Beneath it was an empty cavity with a flat, unvarnished wooden base, in the centre of which, so small as to be barely noticeable, was a tiny wooden knob. He grasped it between thumb and forefinger, pulled, and slowly withdrew a plain wooden case. There was a wonderful exactness to how it fitted. Fully extracted, it was about the size of a shoebox. He shook it. Something rustled within.

He sat down on the mattress and slid off the cover. Inside, rolled up, were a few dozen documents. He flattened them out. Columns of figures. Bank statements. Money transfers. Apartment addresses. Many of the pages had pencilled notations in the Holy Father’s tiny, angular handwriting. Suddenly his own name jumped out at him:
Lomeli
. Apartment no.2. Palace of the Holy Office.
445 square metres!!
It appeared to be in a list of official apartments occupied by serving and retired members of the Curia, prepared for the Pope by APSA, the Administration of the Patrimony of the Apostolic See. The names of all the cardinal-electors who had apartments were underlined:
Bellini
(410 square metres),
Adeyemi
(480 square metres),
Tremblay
(510 square metres) . . . At the foot of the document, the Pope had added his own name:
The Holy Father
. Casa Santa Marta.
50 square metres!!

There was an addendum attached:

For the eyes of the Pontiff only

Most Holy Father,

As far as we can ascertain, the overall surface area of the APSA patrimony totals 347,532 square metres, with a potential value in excess of €2,700,000,000, but a stated book value of €389,600,000. The shortfall in revenue would appear to indicate a paid occupancy rate of only 56%. It appears therefore, as Your Holiness suspected, that much of the income is not being properly stated.

I have the honour to be,

Your Holiness’s most devoted and obedient child,

D. Labriola (Special Commissioner)

Lomeli turned to the other pages, and here was his name again: to his astonishment, this time when he looked more closely he saw it was a summary of his personal bank records with the Istituto per le Opere di Religione – the Vatican Bank. A list of monthly totals going back more than a decade. The most recent entry, for 30 September, showed he had a closing balance of €38,734.76. He had not even known the figure himself. It was all the money he had in the world.

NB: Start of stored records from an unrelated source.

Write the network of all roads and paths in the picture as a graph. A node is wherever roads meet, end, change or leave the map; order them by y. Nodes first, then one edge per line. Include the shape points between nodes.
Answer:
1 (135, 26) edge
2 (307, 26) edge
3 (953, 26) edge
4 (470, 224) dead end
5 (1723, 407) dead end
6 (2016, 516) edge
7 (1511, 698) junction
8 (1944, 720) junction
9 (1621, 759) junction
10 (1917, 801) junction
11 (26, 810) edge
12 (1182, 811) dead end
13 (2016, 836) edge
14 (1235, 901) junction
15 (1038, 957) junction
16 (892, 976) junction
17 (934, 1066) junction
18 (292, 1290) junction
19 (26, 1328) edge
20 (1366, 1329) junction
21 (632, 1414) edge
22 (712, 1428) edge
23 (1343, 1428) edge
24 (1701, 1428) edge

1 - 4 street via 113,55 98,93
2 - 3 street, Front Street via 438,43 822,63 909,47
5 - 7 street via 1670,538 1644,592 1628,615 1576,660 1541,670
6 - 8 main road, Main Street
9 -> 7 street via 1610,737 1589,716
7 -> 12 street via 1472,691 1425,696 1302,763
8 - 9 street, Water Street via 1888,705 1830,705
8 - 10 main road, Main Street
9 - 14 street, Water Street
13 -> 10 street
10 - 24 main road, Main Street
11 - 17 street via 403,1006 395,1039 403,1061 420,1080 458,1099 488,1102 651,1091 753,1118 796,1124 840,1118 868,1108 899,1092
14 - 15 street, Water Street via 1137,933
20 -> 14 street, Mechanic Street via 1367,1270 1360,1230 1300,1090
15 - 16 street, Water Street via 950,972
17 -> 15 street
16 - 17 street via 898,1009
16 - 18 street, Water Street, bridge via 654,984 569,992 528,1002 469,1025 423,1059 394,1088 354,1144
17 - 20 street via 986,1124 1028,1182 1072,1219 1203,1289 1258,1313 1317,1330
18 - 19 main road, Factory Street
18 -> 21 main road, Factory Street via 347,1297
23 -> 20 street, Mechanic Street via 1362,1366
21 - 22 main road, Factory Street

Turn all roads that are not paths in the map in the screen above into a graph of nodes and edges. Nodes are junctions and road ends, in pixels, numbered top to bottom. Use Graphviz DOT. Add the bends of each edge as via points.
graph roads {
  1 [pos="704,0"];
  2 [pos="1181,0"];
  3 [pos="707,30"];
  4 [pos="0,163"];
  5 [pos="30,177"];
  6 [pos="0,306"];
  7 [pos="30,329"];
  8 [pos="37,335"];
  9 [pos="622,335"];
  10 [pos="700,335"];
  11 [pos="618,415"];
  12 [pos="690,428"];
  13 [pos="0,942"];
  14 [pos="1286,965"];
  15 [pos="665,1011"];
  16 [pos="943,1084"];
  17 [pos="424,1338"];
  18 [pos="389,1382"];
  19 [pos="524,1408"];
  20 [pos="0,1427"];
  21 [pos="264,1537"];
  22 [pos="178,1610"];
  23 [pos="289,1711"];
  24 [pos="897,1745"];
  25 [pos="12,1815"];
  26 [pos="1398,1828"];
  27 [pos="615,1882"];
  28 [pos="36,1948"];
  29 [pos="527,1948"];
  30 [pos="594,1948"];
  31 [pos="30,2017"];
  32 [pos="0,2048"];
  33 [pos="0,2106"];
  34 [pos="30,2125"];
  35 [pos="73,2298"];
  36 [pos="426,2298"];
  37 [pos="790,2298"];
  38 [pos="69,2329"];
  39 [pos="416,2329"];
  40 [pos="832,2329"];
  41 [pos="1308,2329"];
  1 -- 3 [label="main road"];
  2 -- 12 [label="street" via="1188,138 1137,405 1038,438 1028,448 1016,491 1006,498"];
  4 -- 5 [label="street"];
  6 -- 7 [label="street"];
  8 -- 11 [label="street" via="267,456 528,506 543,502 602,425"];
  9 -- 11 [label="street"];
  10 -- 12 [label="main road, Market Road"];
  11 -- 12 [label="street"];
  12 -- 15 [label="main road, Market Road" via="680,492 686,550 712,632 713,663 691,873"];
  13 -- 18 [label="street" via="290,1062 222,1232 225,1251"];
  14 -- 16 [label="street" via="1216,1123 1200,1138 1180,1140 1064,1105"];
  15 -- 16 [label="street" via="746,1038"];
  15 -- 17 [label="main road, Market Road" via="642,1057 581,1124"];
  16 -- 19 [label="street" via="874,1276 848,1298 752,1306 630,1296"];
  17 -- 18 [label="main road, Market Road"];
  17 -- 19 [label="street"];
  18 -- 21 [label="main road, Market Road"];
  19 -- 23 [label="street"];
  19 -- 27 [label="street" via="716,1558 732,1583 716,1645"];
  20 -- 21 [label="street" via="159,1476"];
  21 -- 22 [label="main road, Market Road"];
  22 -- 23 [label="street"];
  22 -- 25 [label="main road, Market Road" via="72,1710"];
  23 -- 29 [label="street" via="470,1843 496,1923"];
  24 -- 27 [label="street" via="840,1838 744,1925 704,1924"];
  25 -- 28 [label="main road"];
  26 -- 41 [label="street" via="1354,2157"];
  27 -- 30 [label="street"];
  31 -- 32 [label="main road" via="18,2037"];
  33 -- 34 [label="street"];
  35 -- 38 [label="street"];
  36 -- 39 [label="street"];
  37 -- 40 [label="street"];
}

He ran his eye over the hundreds of names listed. He felt grubby merely to be reading them, yet he couldn’t stop himself. Bellini had €42,112 on deposit, Adeyemi had €121,865 and Tremblay €519,732 (a figure that earned another set of papal exclamation marks). Some cardinals had tiny balances – Tedesco’s was a mere €2,821, and Benítez seemingly didn’t have an account at all – but others were rich men. The Archbishop Emeritus of Palermo, Calogero Scozzazi, who had worked for a time at the IOR in the days of Marcinkus, and who had actually been investigated for money-laundering, was
worth €2,643,923. A number of cardinals from Africa and Asia had banked large amounts over the past twelve months. Across one page the Holy Father had scrawled, in shaky pencil, a quotation from St Mark’s Gospel:
Is it not written, ‘My house shall be called a house of prayer for all the nations’? But you have made it a den of robbers.

After he had finished reading, Lomeli rolled up the papers tightly, put them back in the box and closed it. He could taste his disgust, like something rotten on his tongue. The Holy Father had secretly used his authority to obtain his colleagues’ private financial records from the IOR! Did he think they were
all
corrupt? Some of it came as no surprise to him: the scandal of the Curial apartments, for example, had been leaked to the press years ago. And the personal wealth of his brother cardinals he had long suspected – the other-worldly Luciani, who survived as Pope only for a month, was said to have been elected in 1978 because he was the only Italian cardinal who was clean. No, what shook him most, at first reading, was what the collection revealed about the state of mind of the Holy Father.